## YOUR INSTRUCTIONS
Of the lines below, copy those that hold the word "Wildcat".

○ ○ ○

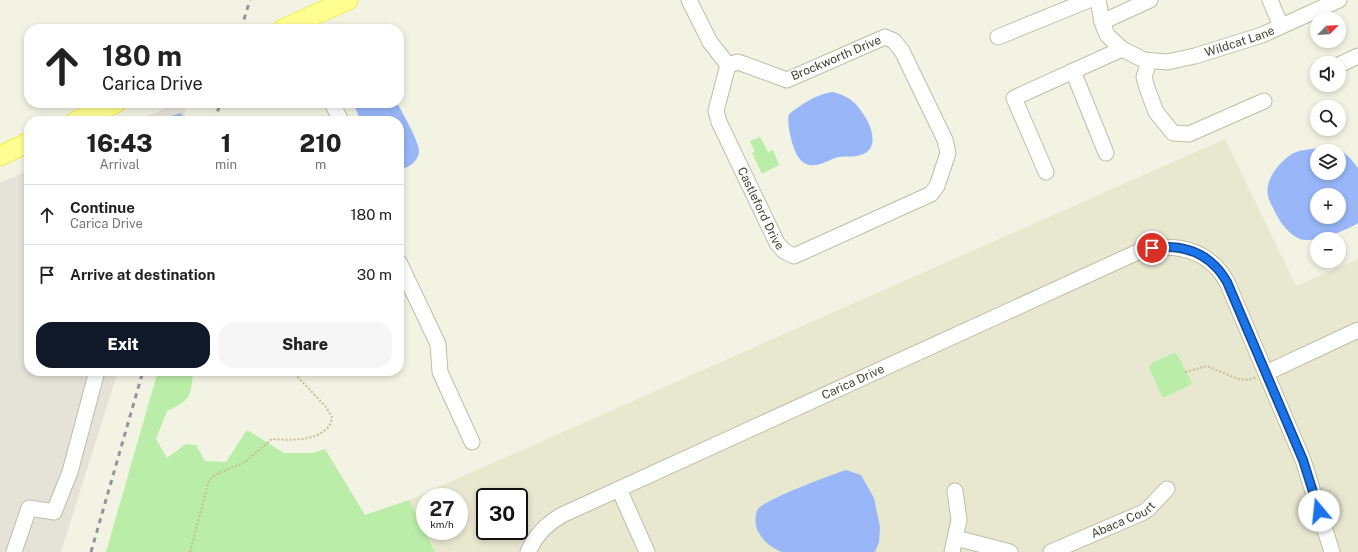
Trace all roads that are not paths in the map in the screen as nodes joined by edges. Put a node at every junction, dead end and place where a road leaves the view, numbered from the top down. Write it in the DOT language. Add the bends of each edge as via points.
graph roads {
  1 [pos="348,0"];
  2 [pos="689,0"];
  3 [pos="1089,0"];
  4 [pos="1098,0"];
  5 [pos="1150,0"];
  6 [pos="1270,0"];
  7 [pos="1336,1"];
  8 [pos="1102,22"];
  9 [pos="299,24"];
  10 [pos="1281,26"];
  11 [pos="998,37"];
  12 [pos="1122,49"];
  13 [pos="1358,56"];
  14 [pos="1142,59"];
  15 [pos="1346,62"];
  16 [pos="728,65"];
  17 [pos="1073,71"];
  18 [pos="1264,101"];
  19 [pos="107,108"];
  20 [pos="92,116"];
  21 [pos="24,144"];
  22 [pos="948,153"];
  23 [pos="1106,153"];
  24 [pos="0,156"];
  25 [pos="1046,172"];
  26 [pos="404,273"];
  27 [pos="1358,330"];
  28 [pos="1266,373"];
  29 [pos="96,376"];
  30 [pos="472,442"];
  31 [pos="619,489"];
  32 [pos="1167,489"];
  33 [pos="955,491"];
  34 [pos="954,545"];
  35 [pos="14,552"];
  36 [pos="528,552"];
  37 [pos="647,552"];
  38 [pos="1010,552"];
  39 [pos="1051,552"];
  40 [pos="1332,552"];
  1 -- 9 [label="main road"];
  2 -- 16 [label="street" via="710,42"];
  3 -- 11 [label="street"];
  4 -- 8 [label="street"];
  5 -- 8 [label="street"];
  6 -- 10 [label="street"];
  7 -- 10 [label="street, Wildcat Lane"];
  8 -- 12 [label="street" via="1107,35"];
  10 -- 14 [label="street, Wildcat Lane" via="1262,35 1195,56 1167,62"];
  12 -- 14 [label="street"];
  12 -- 17 [label="street"];
  13 -- 15 [label="street"];
  14 -- 18 [label="street" via="1144,77 1156,112 1173,133 1190,134"];
  16 -- 22 [label="street, Brockworth Drive" via="738,62 787,80 885,37 894,41 902,51"];
  16 -- 22 [label="street, Castleford Drive" via="716,111 719,122 777,243 784,251 794,256 931,194 938,186"];
  17 -- 23 [label="street"];
  17 -- 25 [label="street" via="1014,98"];
  19 -- 20 [label="main road"];
  21 -- 24 [label="main road"];
  26 -- 30 [label="street" via="438,344 440,372"];
  27 -- 28 [label="street"];
  28 -- 31 [label="street, Carica Drive" via="1227,282 1216,267 1202,256 1185,249 1166,246 1152,248 1140,251"];
  28 -- 40 [label="street, Carica Drive" via="1303,460"];
  29 -- 35 [label="street" via="70,472 54,512 29,508"];
  31 -- 36 [label="street, Carica Drive" via="554,519 536,536"];
  31 -- 37 [label="street"];
  32 -- 39 [label="street, Abaca Court" via="1148,509 1139,514"];
  33 -- 34 [label="street" via="959,520"];
  34 -- 38 [label="street"];
}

○ ○ ○

## ANSWER FOR THE TASK
  7 -- 10 [label="street, Wildcat Lane"];
  10 -- 14 [label="street, Wildcat Lane" via="1262,35 1195,56 1167,62"];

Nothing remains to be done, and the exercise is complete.